5.6 Parties will impose their obligations under this article on third parties engaged by them.

5.7 Parties guarantee the confidentiality of the financial, technical, and commercial data or other information related to the activities of the other party provided in the context of the conclusion and execution of the Agreement.

5.8 Parties guarantee the confidentiality of the content of the Agreement.

5.9 You will treat all data and documents provided by DNG – in the broadest sense of the word – including results and statistics, as well as the applicable rates, as confidential information unless DNG independently chooses to disclose this via its website.

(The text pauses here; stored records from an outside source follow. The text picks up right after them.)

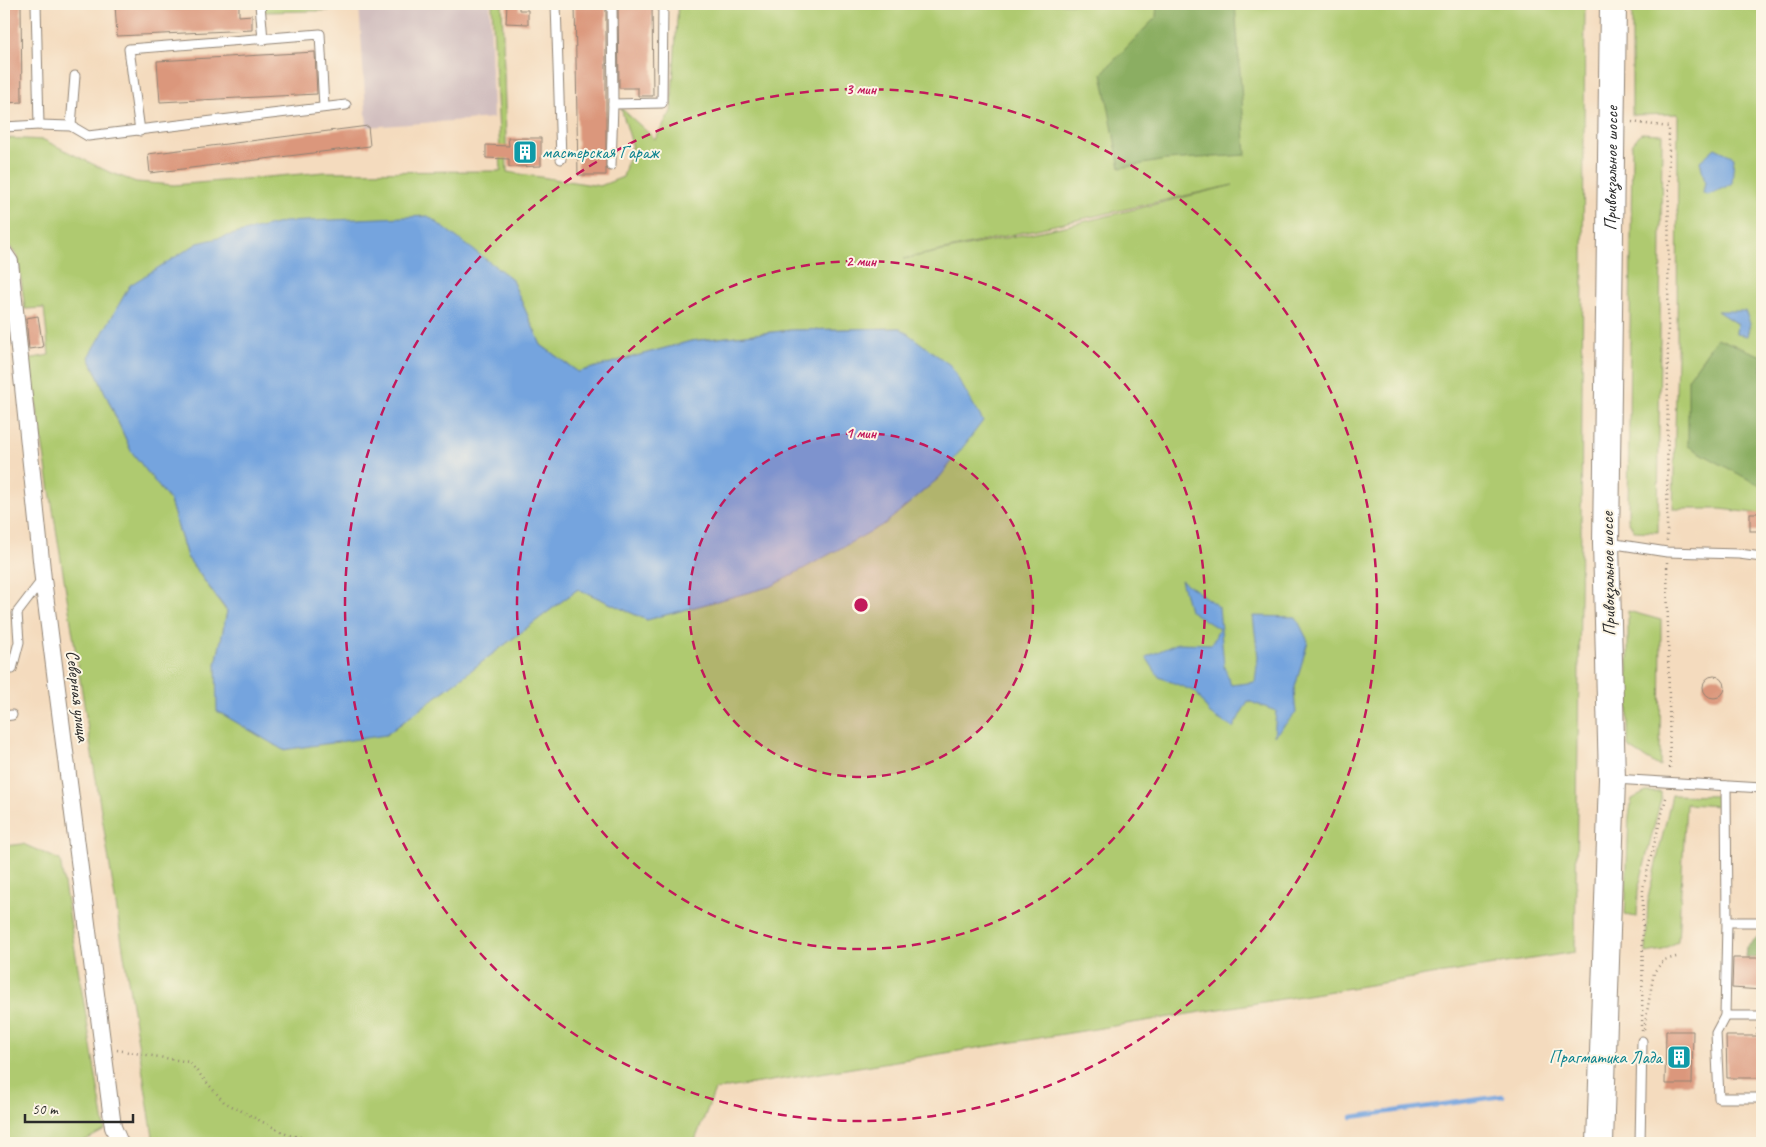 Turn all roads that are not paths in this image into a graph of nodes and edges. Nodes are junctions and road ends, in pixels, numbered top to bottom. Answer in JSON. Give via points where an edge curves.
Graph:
{"nodes":[{"id":1,"x":36,"y":4,"type":"edge"},
{"id":2,"x":260,"y":4,"type":"edge"},
{"id":3,"x":556,"y":4,"type":"edge"},
{"id":4,"x":612,"y":4,"type":"edge"},
{"id":5,"x":663,"y":4,"type":"edge"},
{"id":6,"x":1613,"y":4,"type":"edge"},
{"id":7,"x":263,"y":40,"type":"junction"},
{"id":8,"x":75,"y":76,"type":"dead end"},
{"id":9,"x":613,"y":104,"type":"junction"},
{"id":10,"x":346,"y":105,"type":"dead end"},
{"id":11,"x":324,"y":108,"type":"junction"},
{"id":12,"x":39,"y":125,"type":"junction"},
{"id":13,"x":71,"y":126,"type":"junction"},
{"id":14,"x":4,"y":127,"type":"edge"},
{"id":15,"x":140,"y":131,"type":"junction"},
{"id":16,"x":561,"y":159,"type":"dead end"},
{"id":17,"x":611,"y":166,"type":"dead end"},
{"id":18,"x":4,"y":253,"type":"edge"},
{"id":19,"x":1606,"y":543,"type":"junction"},
{"id":20,"x":1762,"y":557,"type":"edge"},
{"id":21,"x":43,"y":579,"type":"junction"},
{"id":22,"x":4,"y":669,"type":"edge"},
{"id":23,"x":1612,"y":779,"type":"junction"},
{"id":24,"x":1726,"y":786,"type":"junction"},
{"id":25,"x":1762,"y":788,"type":"edge"},
{"id":26,"x":1727,"y":922,"type":"junction"},
{"id":27,"x":1762,"y":922,"type":"edge"},
{"id":28,"x":1725,"y":1016,"type":"junction"},
{"id":29,"x":1762,"y":1016,"type":"edge"},
{"id":30,"x":1642,"y":1041,"type":"road end"},
{"id":31,"x":1762,"y":1098,"type":"edge"},
{"id":32,"x":120,"y":1143,"type":"edge"},
{"id":33,"x":1600,"y":1143,"type":"edge"},
{"id":34,"x":1640,"y":1143,"type":"edge"}],
"edges":[{"from":1,"to":12,"type":"lane"},
{"from":2,"to":7,"type":"lane"},
{"from":3,"to":16,"type":"lane"},
{"from":4,"to":9,"type":"lane"},
{"from":5,"to":9,"type":"lane","via":[[662,102]]},
{"from":6,"to":19,"type":"main road","name":"Привокзальное шоссе"},
{"from":7,"to":11,"type":"lane","via":[[320,34]]},
{"from":7,"to":15,"type":"lane","via":[[130,49]]},
{"from":8,"to":13,"type":"lane"},
{"from":9,"to":17,"type":"lane"},
{"from":10,"to":11,"type":"lane"},
{"from":11,"to":15,"type":"lane"},
{"from":12,"to":13,"type":"lane"},
{"from":12,"to":14,"type":"lane"},
{"from":13,"to":15,"type":"lane","via":[[88,136]]},
{"from":18,"to":21,"type":"street","name":"Северная улица","via":[[10,262]]},
{"from":19,"to":20,"type":"lane","via":[[1667,552]]},
{"from":19,"to":23,"type":"main road","name":"Привокзальное шоссе"},
{"from":21,"to":22,"type":"lane","via":[[17,613],[19,642],[12,668]]},
{"from":21,"to":32,"type":"street","name":"Северная улица","via":[[113,1127]]},
{"from":23,"to":24,"type":"lane"},
{"from":23,"to":33,"type":"main road","name":"Привокзальное шоссе"},
{"from":24,"to":25,"type":"lane"},
{"from":24,"to":26,"type":"lane"},
{"from":26,"to":27,"type":"lane"},
{"from":26,"to":28,"type":"lane"},
{"from":28,"to":29,"type":"lane"},
{"from":28,"to":31,"type":"lane","via":[[1716,1034],[1719,1098]]},
{"from":30,"to":34,"type":"lane"}]}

5.10 You are responsible for the protection of personal data on the pages of your Website(s) and must apply a proper policy for the protection of personal data. You commit to including a personal data protection policy on your website(s), clearly indicating that DNG uses anonymous cookies for remarketing purposes. You also commit to informing your users about the various options for managing cookies. DNG cannot be held liable for your processing of (personal) data.

5.11 You indemnify DNG against all possible claims regarding infringement of copyrights, patents, or other rights of third parties.


6.1 We retain all intellectual property rights concerning products of the mind that we use, have used, are developing, or have developed in the context of executing the Assignment, and for which we hold or can enforce copyrights or other intellectual property rights.

6.2 We remain the owner or holder of all intellectual and industrial property rights concerning the DNG Website and our software or its components. It is not permitted to disclose our database or copy the data.

6.3 DNG also retains all intellectual property rights for provided data and documents—in the broadest sense of the word—including results and statistics, as well as applicable rates being confidential data.

6.4 It is permitted to contact our partners directly as mentioned in our proposals and software.

6.5 It is expressly prohibited to reproduce, disclose, or exploit products, including but not limited to computer programs, automation techniques, system designs, systems, advertising campaigns, tracking scripts, content, software, methods, advice, (model) contracts, brands, and logos, and other intellectual products from us, whether or not with the involvement of third parties. Reproduction and/or disclosure and/or exploitation are only permitted after our prior written consent.

6.6 You have the right to reproduce written documents for your internal use, as far as fitting within the purpose and duration of the Agreement.


7.1 You will reimburse DNG for placements per blog and any agreed additional work.

7.2 The fee owed by you to DNG will be billed monthly by DNG, with a payment term of 14 days after notification.

7.3 In the case of a joint Assignment, all Clients, insofar as the work is performed for these joint Clients, are jointly and severally liable for the payment of the full invoice amount to us.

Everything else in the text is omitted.